* **Exercise description**: Wherever the string "Procópio" shows up in the data below, copy the whole line.

* **Records shown**:
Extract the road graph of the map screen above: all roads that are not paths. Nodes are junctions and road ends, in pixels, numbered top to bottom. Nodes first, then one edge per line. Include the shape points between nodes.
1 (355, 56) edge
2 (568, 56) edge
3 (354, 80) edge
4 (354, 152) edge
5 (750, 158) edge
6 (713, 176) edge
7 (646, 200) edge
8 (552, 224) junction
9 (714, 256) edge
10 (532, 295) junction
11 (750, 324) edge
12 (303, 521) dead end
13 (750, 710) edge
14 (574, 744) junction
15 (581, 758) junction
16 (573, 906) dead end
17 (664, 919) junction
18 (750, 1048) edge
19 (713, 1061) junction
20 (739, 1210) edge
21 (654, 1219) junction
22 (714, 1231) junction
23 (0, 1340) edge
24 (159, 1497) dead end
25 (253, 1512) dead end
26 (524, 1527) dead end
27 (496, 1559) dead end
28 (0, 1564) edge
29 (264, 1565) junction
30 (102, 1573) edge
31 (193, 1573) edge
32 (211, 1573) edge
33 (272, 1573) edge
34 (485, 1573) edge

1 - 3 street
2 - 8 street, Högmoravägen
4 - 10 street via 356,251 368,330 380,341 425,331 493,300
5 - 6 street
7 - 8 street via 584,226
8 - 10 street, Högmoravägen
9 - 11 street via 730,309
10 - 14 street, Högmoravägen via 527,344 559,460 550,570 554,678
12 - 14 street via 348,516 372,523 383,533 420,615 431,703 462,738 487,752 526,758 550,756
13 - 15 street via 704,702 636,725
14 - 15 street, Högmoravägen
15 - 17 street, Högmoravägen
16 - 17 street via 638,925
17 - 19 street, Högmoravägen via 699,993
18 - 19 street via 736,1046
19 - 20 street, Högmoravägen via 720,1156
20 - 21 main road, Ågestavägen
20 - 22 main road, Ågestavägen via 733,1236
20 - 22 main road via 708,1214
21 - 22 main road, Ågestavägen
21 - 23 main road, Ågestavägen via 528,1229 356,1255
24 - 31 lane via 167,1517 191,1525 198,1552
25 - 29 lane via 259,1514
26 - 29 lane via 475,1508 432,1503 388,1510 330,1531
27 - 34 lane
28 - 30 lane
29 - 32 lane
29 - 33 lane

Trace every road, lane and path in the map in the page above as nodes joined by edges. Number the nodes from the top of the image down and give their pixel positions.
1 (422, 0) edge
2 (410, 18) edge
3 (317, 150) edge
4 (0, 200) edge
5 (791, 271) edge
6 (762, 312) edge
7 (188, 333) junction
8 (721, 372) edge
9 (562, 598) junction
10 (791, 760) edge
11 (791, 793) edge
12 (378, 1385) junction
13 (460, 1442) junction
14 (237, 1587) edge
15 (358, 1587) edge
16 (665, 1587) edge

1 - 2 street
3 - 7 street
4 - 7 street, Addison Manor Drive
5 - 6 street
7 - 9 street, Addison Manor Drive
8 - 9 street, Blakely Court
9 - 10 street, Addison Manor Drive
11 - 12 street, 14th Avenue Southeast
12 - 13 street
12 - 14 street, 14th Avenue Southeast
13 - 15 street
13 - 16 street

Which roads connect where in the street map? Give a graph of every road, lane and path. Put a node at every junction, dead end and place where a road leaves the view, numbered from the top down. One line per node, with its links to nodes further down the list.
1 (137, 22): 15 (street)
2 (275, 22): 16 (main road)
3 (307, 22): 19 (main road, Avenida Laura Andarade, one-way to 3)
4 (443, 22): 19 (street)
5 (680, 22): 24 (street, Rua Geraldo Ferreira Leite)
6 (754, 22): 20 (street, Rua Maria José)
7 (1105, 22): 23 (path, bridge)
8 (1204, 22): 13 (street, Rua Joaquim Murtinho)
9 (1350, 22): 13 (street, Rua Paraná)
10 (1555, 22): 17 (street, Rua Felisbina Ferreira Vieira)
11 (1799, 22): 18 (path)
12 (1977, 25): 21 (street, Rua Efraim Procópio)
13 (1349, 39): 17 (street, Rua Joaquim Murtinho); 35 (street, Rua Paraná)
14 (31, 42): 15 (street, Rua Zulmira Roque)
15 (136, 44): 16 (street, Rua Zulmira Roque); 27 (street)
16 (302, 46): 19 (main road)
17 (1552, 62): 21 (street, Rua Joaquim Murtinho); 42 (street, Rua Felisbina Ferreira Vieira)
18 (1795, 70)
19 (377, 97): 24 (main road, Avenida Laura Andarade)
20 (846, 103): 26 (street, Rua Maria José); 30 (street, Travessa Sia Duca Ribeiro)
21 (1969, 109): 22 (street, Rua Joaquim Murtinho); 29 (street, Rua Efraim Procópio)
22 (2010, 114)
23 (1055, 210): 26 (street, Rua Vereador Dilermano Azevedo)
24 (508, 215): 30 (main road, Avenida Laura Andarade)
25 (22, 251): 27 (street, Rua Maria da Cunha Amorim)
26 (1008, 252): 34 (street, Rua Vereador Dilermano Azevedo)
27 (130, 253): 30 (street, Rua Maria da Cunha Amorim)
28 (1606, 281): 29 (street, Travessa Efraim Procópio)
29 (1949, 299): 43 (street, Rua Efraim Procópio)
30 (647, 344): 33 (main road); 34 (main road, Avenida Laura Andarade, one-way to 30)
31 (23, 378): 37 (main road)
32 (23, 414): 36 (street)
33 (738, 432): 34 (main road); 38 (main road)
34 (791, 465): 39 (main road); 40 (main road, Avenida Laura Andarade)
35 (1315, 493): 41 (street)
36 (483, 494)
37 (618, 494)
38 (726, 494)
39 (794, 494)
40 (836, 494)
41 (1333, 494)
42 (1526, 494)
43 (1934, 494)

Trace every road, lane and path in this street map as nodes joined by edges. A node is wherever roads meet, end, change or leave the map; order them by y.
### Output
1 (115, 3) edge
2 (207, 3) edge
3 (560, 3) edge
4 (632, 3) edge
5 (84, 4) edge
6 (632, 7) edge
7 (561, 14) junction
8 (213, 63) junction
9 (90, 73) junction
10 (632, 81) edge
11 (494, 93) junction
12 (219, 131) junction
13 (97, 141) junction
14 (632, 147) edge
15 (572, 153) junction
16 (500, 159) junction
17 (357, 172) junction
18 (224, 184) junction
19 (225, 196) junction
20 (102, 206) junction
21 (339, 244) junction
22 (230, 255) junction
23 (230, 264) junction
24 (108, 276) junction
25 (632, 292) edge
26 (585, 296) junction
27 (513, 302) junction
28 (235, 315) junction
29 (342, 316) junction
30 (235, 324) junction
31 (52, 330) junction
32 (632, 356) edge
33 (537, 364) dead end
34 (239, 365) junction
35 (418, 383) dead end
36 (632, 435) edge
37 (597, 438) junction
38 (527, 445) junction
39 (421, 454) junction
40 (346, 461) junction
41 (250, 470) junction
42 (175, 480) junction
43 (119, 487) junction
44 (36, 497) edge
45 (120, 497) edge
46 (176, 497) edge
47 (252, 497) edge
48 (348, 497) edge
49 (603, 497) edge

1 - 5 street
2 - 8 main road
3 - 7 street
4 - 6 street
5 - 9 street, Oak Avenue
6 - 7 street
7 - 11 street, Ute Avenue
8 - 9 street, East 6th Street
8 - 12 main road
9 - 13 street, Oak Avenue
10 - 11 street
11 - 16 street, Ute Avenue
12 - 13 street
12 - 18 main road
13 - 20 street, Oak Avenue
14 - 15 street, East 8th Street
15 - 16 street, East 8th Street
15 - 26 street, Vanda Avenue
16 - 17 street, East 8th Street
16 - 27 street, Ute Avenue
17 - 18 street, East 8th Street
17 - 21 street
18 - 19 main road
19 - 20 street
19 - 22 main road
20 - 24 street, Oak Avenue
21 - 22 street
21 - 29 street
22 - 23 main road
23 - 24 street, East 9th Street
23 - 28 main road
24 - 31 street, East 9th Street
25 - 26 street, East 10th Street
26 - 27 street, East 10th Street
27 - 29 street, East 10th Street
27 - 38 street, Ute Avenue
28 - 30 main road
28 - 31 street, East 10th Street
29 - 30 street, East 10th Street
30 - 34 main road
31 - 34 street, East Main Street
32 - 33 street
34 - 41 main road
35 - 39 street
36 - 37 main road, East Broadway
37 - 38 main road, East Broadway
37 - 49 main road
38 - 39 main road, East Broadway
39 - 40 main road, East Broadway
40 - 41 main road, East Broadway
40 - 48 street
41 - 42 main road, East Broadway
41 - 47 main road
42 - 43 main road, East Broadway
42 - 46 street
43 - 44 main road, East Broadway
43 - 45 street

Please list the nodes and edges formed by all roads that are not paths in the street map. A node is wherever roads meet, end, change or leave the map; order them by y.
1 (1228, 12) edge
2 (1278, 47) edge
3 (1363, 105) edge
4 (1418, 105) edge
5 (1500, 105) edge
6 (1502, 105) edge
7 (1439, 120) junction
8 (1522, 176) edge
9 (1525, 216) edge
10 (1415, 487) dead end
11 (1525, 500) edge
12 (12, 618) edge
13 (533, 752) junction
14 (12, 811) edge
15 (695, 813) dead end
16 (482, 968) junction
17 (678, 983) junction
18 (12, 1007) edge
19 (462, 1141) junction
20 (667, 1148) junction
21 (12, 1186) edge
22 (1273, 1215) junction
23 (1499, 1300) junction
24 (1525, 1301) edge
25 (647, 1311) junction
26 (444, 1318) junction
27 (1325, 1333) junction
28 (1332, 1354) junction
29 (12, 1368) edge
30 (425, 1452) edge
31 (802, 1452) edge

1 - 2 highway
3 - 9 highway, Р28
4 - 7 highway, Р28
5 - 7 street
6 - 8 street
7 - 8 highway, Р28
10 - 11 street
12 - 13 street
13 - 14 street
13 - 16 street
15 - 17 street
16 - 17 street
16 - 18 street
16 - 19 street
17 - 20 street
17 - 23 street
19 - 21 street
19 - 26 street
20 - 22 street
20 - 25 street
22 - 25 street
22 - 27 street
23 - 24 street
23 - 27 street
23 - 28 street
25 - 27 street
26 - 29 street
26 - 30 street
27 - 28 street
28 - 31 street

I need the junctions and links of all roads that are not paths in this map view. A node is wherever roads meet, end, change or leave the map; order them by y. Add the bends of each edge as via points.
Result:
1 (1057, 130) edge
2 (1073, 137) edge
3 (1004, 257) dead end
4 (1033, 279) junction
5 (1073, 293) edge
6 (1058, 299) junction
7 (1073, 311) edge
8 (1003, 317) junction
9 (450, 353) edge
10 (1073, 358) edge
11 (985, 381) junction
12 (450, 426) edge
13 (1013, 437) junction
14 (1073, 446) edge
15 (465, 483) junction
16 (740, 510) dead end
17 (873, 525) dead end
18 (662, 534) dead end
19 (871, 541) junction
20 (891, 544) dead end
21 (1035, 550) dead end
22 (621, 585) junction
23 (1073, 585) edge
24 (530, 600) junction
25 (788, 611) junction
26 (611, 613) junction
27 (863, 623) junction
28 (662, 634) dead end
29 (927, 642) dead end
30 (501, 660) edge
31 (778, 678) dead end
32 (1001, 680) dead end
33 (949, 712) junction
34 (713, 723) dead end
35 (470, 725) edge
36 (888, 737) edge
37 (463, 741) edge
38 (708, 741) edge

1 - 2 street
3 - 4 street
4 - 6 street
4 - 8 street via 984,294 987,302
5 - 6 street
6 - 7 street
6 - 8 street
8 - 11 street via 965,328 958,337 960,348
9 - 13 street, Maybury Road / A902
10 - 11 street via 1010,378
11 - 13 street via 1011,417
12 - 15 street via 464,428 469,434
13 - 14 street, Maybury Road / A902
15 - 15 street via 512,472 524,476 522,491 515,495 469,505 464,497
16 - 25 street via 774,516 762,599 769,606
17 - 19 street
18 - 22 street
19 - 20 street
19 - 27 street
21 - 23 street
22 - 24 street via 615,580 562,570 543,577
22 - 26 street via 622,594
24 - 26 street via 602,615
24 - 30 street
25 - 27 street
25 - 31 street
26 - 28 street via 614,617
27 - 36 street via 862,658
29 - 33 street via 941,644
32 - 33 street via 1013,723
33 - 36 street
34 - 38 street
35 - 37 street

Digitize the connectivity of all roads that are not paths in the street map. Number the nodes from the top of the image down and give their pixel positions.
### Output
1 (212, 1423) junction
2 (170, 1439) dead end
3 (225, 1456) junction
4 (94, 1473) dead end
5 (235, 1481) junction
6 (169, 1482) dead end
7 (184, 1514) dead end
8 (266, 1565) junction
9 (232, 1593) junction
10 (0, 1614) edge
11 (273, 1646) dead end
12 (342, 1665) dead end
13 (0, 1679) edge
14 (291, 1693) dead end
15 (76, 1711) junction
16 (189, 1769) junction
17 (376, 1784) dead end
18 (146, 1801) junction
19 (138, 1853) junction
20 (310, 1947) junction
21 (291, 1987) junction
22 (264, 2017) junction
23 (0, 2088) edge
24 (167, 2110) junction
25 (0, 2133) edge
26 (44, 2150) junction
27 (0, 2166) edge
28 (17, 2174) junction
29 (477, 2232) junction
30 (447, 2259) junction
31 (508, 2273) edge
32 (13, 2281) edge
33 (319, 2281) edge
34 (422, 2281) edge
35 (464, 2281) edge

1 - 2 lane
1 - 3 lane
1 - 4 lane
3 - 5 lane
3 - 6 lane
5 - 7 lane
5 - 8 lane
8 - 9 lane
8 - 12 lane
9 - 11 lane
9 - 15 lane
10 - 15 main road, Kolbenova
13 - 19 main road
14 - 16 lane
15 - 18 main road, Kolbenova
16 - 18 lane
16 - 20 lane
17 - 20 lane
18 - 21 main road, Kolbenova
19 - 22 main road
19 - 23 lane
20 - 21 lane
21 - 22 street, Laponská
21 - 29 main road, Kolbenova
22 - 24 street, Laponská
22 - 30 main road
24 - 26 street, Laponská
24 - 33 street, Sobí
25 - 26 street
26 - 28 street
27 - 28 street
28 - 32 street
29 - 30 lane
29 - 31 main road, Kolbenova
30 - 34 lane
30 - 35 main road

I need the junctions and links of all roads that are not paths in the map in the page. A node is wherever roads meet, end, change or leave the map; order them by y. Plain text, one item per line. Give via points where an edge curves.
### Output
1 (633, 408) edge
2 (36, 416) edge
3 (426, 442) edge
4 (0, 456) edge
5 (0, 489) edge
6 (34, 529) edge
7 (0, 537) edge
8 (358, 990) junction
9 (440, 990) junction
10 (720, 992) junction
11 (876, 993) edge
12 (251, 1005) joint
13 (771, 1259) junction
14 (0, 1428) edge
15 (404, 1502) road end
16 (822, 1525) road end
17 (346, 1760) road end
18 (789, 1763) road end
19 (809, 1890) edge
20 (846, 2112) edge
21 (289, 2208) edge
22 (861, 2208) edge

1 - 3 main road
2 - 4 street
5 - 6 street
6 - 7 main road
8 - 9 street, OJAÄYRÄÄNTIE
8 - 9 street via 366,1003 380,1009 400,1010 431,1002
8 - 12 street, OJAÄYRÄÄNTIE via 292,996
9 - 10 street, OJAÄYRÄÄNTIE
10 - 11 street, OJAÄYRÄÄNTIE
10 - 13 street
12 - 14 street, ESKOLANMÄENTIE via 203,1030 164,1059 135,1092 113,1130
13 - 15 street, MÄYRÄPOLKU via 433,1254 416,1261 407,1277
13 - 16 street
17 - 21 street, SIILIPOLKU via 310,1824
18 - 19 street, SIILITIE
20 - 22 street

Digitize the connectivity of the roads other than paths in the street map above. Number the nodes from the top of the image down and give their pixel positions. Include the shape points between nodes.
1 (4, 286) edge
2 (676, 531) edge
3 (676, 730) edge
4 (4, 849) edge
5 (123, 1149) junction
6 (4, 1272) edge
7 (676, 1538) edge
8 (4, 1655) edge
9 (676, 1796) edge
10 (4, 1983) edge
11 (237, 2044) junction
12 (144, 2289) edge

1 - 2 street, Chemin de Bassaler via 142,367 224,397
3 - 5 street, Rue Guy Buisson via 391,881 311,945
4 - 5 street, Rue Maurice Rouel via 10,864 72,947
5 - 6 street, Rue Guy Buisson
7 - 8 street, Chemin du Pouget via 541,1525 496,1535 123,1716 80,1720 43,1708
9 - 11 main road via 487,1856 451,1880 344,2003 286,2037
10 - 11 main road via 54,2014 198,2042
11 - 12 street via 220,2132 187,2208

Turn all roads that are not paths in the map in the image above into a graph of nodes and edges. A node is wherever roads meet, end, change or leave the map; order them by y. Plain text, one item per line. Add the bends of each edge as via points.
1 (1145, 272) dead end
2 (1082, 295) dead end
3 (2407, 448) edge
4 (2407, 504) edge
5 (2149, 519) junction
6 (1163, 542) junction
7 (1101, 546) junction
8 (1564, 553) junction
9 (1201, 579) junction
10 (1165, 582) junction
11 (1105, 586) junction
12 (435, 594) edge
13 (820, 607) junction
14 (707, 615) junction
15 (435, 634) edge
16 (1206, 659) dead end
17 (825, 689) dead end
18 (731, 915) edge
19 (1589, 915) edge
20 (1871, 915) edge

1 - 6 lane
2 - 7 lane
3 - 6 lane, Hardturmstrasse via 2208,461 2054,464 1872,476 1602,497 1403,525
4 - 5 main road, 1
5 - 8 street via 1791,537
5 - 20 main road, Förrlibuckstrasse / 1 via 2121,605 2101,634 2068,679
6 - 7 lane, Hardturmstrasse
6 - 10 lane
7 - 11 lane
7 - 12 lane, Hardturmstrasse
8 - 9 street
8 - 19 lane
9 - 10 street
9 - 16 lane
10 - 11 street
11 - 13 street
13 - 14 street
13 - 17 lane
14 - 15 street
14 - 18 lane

* **Exercise answer**:
12 (1977, 25): 21 (street, Rua Efraim Procópio)
21 (1969, 109): 22 (street, Rua Joaquim Murtinho); 29 (street, Rua Efraim Procópio)
28 (1606, 281): 29 (street, Travessa Efraim Procópio)
29 (1949, 299): 43 (street, Rua Efraim Procópio)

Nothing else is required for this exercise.